## TASK INSTRUCTIONS
Every line of the entries below from the one containing "ring mcp: (507, 195)" to the one containing "thumb tip: (334, 215)", both ends included, must be written out exactly. No other line belongs in the answer.

## RECORDS FOR THE TASK
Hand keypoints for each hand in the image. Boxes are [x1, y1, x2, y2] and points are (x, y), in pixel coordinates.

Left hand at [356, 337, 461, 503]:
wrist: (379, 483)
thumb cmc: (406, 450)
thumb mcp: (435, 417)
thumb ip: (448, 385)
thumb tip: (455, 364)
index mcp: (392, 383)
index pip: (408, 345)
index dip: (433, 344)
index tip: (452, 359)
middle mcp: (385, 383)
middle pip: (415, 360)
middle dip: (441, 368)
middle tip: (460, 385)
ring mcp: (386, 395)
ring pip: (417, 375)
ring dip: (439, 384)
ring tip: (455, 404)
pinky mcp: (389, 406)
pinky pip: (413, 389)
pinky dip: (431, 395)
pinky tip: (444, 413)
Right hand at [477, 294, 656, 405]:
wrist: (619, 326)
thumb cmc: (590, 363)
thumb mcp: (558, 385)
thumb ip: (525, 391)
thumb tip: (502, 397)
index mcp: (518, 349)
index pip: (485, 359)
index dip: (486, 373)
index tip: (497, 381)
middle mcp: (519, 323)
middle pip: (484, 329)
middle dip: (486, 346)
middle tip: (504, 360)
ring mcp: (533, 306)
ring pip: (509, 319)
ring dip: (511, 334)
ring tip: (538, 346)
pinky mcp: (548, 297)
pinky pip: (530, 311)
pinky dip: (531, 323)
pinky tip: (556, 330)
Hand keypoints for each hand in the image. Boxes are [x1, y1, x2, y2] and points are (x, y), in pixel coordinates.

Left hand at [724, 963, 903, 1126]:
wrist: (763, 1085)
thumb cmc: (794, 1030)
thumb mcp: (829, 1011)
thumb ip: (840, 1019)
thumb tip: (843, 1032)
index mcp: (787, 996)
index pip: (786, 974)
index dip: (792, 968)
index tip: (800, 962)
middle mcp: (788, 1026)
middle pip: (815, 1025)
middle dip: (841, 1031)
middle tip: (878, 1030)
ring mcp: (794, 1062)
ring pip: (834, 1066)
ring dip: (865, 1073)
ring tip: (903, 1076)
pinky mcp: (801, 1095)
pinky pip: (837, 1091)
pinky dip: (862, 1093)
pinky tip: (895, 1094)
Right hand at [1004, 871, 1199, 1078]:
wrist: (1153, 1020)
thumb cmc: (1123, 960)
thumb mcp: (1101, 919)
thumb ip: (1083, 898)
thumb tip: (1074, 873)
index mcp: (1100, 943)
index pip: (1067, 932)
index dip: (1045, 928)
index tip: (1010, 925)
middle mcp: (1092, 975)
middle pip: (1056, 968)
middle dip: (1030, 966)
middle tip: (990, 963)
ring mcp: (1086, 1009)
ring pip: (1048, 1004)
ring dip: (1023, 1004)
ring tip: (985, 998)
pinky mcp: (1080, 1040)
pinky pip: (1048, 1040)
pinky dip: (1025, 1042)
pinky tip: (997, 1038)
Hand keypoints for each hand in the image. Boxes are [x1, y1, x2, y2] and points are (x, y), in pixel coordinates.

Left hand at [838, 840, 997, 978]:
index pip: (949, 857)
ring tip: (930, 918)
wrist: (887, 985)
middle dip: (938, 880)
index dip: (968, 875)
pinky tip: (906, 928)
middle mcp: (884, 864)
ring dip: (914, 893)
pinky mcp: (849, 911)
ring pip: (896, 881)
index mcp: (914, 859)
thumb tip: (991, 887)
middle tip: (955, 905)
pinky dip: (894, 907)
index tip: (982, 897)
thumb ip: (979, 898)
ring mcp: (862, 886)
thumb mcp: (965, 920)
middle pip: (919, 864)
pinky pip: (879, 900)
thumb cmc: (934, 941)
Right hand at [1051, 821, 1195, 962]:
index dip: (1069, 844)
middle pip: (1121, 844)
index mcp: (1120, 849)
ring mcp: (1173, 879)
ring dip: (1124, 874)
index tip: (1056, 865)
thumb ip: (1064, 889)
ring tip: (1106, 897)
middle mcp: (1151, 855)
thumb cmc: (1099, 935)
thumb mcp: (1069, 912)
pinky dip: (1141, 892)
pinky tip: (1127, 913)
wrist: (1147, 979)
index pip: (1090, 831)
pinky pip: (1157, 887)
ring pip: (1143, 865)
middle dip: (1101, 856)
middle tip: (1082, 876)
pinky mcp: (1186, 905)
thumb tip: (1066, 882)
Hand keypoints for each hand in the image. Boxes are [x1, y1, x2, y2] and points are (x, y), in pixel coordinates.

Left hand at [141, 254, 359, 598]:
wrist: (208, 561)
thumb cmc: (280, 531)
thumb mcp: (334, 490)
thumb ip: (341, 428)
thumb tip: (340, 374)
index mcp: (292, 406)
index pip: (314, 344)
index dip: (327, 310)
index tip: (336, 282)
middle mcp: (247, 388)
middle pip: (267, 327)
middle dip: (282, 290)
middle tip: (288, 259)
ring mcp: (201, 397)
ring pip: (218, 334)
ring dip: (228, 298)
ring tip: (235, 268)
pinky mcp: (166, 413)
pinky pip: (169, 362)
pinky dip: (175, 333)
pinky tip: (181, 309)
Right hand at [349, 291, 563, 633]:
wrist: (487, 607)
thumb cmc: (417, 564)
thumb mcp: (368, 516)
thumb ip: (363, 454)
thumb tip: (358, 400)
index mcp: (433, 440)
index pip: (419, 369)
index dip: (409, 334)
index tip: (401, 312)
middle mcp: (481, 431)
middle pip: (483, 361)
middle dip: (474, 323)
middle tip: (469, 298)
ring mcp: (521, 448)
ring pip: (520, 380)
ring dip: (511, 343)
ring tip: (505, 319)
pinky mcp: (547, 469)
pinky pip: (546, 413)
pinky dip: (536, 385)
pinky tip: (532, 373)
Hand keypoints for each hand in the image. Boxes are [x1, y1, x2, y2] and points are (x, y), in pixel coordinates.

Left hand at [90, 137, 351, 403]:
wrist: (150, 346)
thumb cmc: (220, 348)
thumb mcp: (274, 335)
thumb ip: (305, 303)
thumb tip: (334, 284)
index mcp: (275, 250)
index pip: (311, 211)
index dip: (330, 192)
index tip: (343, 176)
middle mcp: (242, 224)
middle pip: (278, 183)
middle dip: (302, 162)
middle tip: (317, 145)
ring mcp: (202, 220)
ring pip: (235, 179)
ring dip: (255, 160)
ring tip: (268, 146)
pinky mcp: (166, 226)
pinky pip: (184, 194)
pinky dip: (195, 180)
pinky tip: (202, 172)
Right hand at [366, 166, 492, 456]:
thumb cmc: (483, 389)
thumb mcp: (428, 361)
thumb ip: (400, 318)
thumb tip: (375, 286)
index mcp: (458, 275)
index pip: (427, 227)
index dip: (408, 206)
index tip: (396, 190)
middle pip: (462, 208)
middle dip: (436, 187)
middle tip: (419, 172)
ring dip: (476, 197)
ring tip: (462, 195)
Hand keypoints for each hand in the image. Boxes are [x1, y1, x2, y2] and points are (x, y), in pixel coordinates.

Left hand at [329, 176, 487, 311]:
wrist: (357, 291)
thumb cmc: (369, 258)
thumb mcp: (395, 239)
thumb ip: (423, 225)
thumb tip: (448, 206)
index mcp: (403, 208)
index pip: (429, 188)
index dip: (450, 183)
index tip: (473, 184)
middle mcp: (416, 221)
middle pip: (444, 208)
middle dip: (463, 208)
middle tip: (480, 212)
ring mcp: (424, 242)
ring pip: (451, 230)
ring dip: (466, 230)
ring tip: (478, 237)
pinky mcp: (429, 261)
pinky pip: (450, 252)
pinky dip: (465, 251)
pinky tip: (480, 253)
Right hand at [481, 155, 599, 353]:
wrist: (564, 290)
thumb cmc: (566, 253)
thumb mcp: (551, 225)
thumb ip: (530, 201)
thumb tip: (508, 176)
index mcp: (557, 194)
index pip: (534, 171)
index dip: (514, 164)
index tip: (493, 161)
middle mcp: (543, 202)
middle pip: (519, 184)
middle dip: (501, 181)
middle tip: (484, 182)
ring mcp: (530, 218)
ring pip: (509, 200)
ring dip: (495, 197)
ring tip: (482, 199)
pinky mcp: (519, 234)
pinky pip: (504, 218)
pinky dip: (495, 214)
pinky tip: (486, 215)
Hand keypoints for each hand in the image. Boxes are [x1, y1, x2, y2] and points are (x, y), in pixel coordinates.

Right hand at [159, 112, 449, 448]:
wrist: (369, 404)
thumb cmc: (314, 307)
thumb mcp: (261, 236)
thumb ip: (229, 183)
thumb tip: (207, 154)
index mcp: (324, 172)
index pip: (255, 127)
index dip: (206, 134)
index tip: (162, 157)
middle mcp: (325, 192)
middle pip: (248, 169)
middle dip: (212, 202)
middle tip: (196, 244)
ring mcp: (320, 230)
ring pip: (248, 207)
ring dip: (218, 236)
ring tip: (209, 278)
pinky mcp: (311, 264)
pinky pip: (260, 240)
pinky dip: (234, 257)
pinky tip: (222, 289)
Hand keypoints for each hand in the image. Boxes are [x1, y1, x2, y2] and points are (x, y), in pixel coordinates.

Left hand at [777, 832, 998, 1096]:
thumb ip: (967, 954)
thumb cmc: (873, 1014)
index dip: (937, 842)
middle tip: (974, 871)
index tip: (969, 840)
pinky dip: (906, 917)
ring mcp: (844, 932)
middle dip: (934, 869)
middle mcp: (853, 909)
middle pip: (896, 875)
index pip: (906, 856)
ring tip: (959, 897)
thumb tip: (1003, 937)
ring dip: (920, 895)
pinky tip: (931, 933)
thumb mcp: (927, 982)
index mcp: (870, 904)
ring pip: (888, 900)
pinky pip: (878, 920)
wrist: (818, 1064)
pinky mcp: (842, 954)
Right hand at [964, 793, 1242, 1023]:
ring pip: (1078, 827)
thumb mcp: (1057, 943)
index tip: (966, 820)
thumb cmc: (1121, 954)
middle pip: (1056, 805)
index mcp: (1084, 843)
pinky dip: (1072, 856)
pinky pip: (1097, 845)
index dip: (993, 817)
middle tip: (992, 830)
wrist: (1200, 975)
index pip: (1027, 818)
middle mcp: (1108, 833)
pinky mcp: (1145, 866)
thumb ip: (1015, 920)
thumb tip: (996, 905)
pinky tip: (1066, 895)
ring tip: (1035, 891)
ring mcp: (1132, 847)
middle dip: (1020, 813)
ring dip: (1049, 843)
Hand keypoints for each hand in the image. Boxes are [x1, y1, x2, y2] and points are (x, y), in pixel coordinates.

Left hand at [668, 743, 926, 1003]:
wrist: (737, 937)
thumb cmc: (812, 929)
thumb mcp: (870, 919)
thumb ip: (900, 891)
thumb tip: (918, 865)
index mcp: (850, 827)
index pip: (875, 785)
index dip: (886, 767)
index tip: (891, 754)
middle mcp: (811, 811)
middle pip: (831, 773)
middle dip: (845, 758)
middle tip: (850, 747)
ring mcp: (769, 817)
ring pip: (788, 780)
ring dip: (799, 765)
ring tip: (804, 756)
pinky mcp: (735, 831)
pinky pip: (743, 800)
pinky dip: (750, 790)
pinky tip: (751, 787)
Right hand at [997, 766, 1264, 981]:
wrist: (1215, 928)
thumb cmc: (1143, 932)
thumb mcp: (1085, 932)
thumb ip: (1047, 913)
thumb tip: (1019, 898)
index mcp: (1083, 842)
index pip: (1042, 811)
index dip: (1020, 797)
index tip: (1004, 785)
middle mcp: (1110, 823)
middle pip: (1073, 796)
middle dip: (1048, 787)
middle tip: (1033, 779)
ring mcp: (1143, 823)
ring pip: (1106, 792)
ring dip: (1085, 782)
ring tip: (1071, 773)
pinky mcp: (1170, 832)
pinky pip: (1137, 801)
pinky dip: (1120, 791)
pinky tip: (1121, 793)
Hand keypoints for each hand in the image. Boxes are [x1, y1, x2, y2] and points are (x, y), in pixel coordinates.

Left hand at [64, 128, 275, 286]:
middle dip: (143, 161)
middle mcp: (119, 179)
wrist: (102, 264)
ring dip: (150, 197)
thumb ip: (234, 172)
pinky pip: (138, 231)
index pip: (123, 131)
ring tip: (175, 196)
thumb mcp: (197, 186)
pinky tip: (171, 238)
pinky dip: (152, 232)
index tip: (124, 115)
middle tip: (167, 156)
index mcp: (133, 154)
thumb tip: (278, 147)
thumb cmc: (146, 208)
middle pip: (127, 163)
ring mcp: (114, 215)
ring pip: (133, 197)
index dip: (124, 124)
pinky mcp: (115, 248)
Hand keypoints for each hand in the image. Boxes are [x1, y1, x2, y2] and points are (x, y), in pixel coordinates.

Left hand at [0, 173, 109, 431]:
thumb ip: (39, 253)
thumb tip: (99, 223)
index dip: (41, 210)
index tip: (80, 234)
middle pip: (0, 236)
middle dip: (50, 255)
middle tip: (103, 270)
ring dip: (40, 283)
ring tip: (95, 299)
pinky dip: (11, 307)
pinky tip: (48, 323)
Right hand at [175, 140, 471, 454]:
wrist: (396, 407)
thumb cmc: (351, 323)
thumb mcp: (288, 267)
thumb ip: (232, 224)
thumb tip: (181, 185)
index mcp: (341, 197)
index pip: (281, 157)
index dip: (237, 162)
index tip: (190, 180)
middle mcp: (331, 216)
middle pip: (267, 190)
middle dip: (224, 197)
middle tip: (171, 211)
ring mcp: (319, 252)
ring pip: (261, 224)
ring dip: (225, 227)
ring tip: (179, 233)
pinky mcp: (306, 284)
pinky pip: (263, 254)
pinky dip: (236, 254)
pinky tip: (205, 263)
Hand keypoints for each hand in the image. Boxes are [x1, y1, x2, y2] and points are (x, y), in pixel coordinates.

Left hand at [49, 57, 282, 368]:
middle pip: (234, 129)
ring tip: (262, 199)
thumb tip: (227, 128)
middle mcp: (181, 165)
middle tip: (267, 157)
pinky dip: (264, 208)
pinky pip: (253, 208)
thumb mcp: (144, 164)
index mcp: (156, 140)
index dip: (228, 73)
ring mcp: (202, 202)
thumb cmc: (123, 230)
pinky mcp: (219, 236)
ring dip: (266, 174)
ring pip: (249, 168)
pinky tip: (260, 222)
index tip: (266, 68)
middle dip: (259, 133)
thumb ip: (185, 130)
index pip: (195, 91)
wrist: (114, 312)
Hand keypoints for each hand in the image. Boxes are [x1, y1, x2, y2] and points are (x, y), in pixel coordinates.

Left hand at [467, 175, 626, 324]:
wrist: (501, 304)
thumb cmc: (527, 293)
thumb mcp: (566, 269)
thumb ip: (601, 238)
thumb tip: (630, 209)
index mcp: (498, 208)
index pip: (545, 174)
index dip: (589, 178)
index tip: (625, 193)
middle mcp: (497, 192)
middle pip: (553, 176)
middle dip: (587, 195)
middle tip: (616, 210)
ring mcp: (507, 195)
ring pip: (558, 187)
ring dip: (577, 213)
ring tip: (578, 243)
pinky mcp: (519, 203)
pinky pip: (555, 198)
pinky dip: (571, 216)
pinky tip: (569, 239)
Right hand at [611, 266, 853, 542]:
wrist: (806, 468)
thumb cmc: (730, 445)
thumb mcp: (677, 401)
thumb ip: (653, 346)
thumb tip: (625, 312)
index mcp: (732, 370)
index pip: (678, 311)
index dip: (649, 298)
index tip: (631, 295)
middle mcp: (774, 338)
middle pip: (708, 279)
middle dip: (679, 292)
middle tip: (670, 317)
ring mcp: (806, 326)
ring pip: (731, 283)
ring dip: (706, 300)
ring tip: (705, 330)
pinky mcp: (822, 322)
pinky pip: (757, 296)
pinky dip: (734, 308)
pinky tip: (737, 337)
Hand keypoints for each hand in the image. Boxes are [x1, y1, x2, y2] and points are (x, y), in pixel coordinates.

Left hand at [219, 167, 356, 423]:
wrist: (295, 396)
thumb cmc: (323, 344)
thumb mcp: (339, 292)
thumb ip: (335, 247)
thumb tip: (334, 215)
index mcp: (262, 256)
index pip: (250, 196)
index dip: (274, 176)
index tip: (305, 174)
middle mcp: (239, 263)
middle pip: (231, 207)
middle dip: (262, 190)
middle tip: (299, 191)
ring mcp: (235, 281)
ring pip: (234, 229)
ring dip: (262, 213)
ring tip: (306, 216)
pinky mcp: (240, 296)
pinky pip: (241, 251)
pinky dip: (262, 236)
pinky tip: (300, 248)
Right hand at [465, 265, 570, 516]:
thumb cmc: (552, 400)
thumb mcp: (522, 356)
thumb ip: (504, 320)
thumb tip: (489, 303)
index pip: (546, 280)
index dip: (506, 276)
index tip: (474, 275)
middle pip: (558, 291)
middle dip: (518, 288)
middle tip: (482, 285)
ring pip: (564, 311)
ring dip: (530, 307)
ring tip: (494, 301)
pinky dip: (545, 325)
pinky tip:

## ANSWER TO THIS TASK
ring mcp: (507, 195)
ring pip: (558, 187)
ring dip: (577, 213)
ring tip: (578, 243)
pinky mcp: (519, 203)
pinky pip: (555, 198)
pinky dip: (571, 216)
pinky tip: (569, 239)
Right hand at [611, 266, 853, 542]:
wrist: (806, 468)
thumb cmc: (730, 445)
thumb mcp: (677, 401)
thumb ip: (653, 346)
thumb tip: (625, 312)
index mcp: (732, 370)
index pip: (678, 311)
index dip: (649, 298)
index tip: (631, 295)
middle mcp: (774, 338)
middle pip: (708, 279)
middle dip: (679, 292)
middle tip: (670, 317)
ring mcp: (806, 326)
ring pip: (731, 283)
ring dip: (706, 300)
ring tip: (705, 330)
pinky mcp: (822, 322)
pinky pip: (757, 296)
pinky dip: (734, 308)
pinky tip: (737, 337)
Hand keypoints for each hand in the image. Boxes are [x1, y1, x2, y2] and points are (x, y), in pixel coordinates.

Left hand at [219, 167, 356, 423]:
wrist: (295, 396)
thumb cmc: (323, 344)
thumb mcp: (339, 292)
thumb ip: (335, 247)
thumb tip: (334, 215)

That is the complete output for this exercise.